Temperature is a measure of the average kinetic energy of the particles in a substance. When you feel a hot cup of tea, you're sensing the higher kinetic energy of the tea molecules.
The kinetic energy of a particle is given by \$K = \frac{1}{2}mv^2\$. In a solid, liquid or gas, the particles vibrate, move or collide, and the average kinetic energy determines the temperature.
Specific heat capacity (\$c\$) is the amount of heat required to raise the temperature of 1 kg of a substance by 1 °C (or 1 K). It tells us how much energy is needed to increase the average kinetic energy of all particles.
Key formula: \$q = m\,c\,\Delta T\$ where \$q\$ is heat added, \$m\$ mass, \$c\$ specific heat, and \$\Delta T\$ temperature change.
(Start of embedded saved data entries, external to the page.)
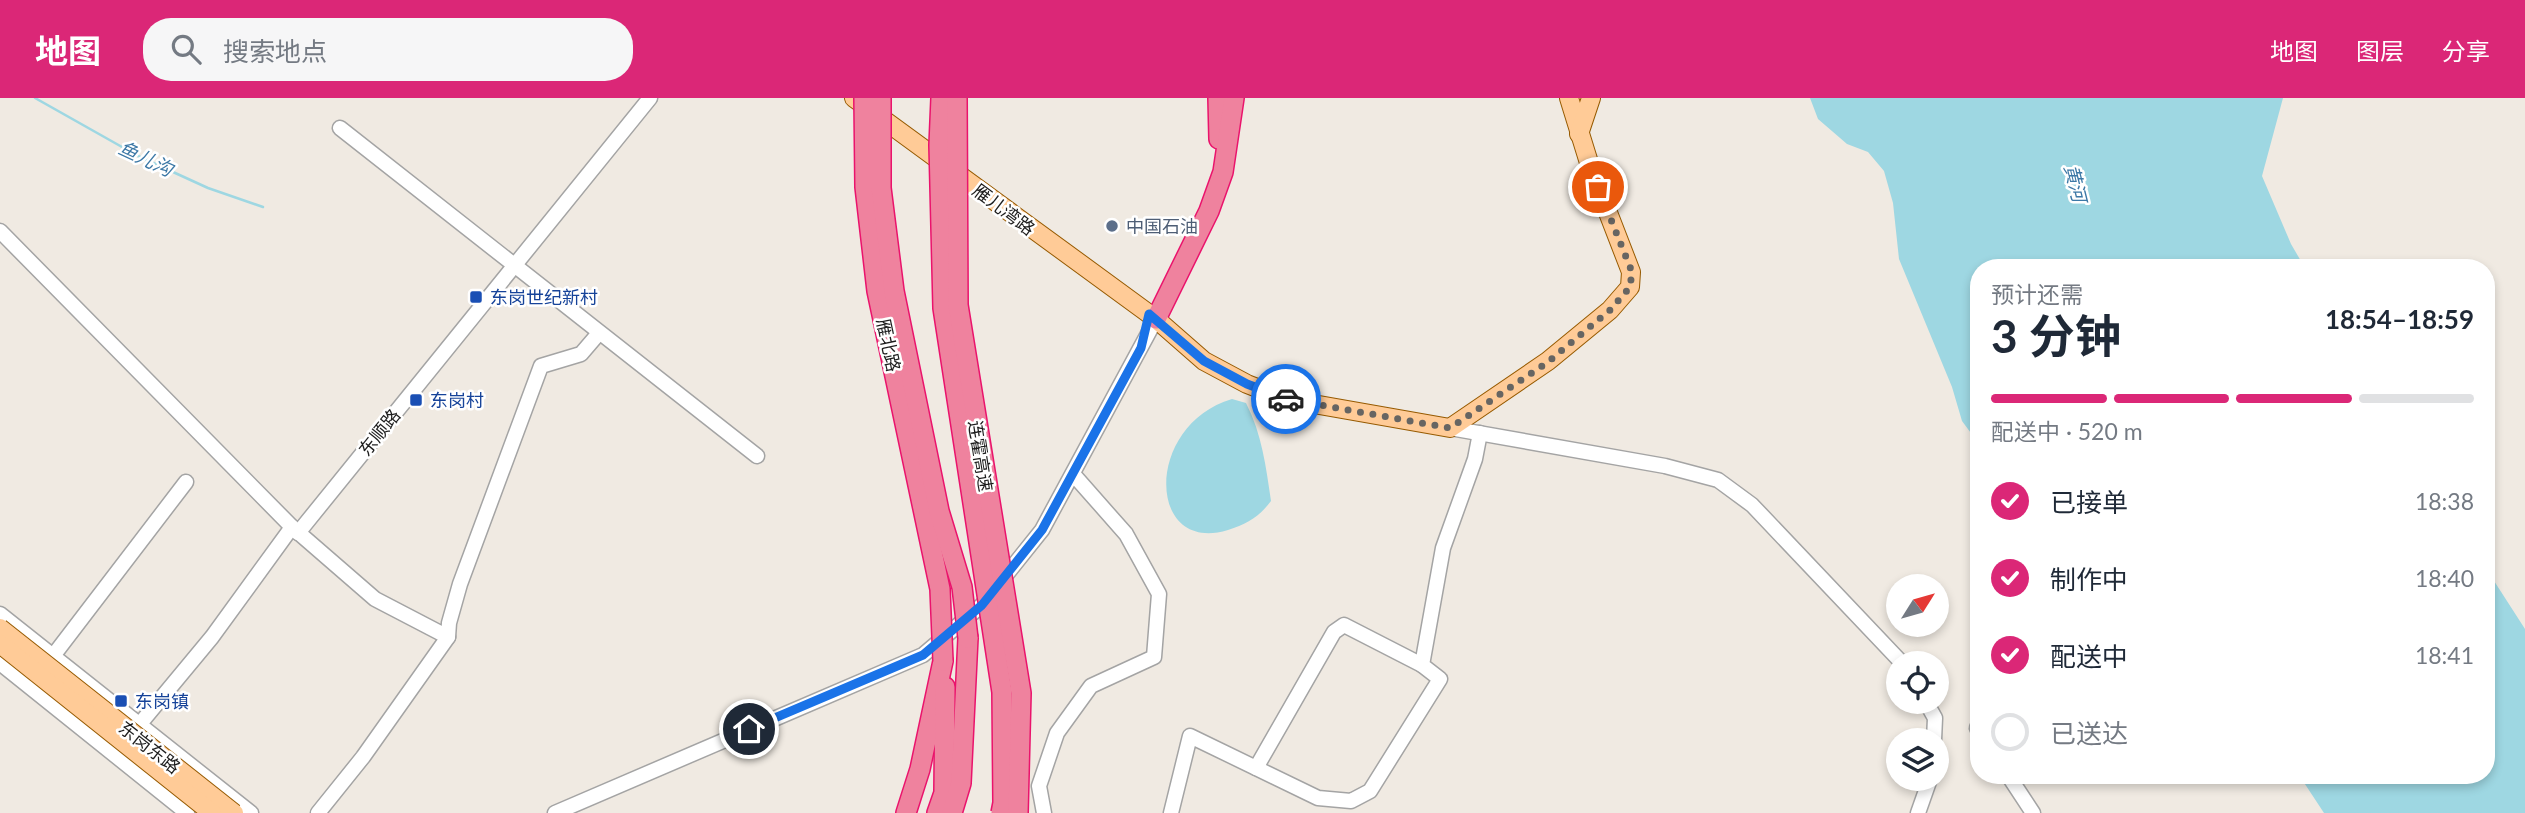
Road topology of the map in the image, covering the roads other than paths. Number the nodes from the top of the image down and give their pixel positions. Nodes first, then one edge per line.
1 (650, 98) edge
2 (854, 98) edge
3 (864, 98) edge
4 (881, 98) edge
5 (942, 98) edge
6 (957, 98) edge
7 (1218, 98) edge
8 (1234, 98) edge
9 (1569, 98) edge
10 (1591, 98) edge
11 (340, 128) dead end
12 (1579, 134) junction
13 (0, 231) edge
14 (514, 267) junction
15 (1152, 316) junction
16 (600, 333) junction
17 (1450, 428) junction
18 (1480, 433) junction
19 (757, 456) dead end
20 (1073, 474) junction
21 (186, 482) dead end
22 (295, 530) junction
23 (0, 614) edge
24 (0, 628) edge
25 (448, 637) junction
26 (968, 638) junction
27 (0, 644) edge
28 (1891, 651) edge
29 (53, 656) junction
30 (943, 661) junction
31 (0, 663) edge
32 (1422, 665) junction
33 (133, 720) junction
34 (102, 744) junction
35 (1256, 768) junction
36 (2014, 784) edge
37 (1926, 791) edge
38 (187, 813) edge
39 (212, 813) edge
40 (234, 813) edge
41 (251, 813) edge
42 (318, 813) edge
43 (555, 813) edge
44 (906, 813) edge
45 (918, 813) edge
46 (937, 813) edge
47 (952, 813) edge
48 (966, 813) edge
49 (1000, 813) edge
50 (1018, 813) edge
51 (1044, 813) edge
52 (1171, 813) edge
53 (1918, 813) edge
54 (2033, 813) edge

1 - 14 street, 东顺路
2 - 15 main road, 雁儿湾路
3 - 30 highway, 雁北路, bridge
4 - 26 highway, 雁北路, bridge
5 - 49 highway, 连霍高速, bridge
6 - 50 highway, 连霍高速, bridge
7 - 15 highway
8 - 15 highway
9 - 12 main road
10 - 12 main road
11 - 14 street
12 - 17 main road
13 - 22 street
14 - 16 street
14 - 22 street, 东顺路
15 - 17 main road, 雁儿湾路
15 - 20 street
16 - 19 street
16 - 25 street
17 - 18 street
18 - 28 street
18 - 32 street
20 - 43 street
20 - 51 street
21 - 29 street
22 - 25 street
22 - 33 street, 东顺路
23 - 29 street
24 - 40 main road, 东岗东路, bridge
25 - 42 street
26 - 47 highway
26 - 48 highway
27 - 39 main road, 东岗东路, bridge
29 - 33 street
30 - 44 highway
30 - 45 highway
30 - 46 highway
31 - 34 street
32 - 35 street
32 - 35 street
33 - 34 street, 东顺路
33 - 41 street
34 - 38 street
35 - 52 street
36 - 54 street
37 - 53 street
Imagine a pot of water on a stove. The stove supplies heat energy. Each joule of heat increases the kinetic energy of the water molecules, making them move faster. The more water you have (larger \$m\$), the more heat you need to raise its temperature by the same amount.
| Material | Specific Heat Capacity (J kg⁻¹ K⁻¹) |
|---|---|
| Water | 4184 |
| Aluminium | 900 |
| Iron | 450 |
| Copper | 385 |
Tip: When you see a question about heat transfer, first decide whether you need to use \$q = m\,c\,\Delta T\$ or \$q = m\,\Delta H\$ (for phase changes). Remember that specific heat capacity is a property of the material, not of the sample.
Also, check the units: \$c\$ is in J kg⁻¹ K⁻¹, \$m\$ in kg, \$\Delta T\$ in K. The product gives heat in joules.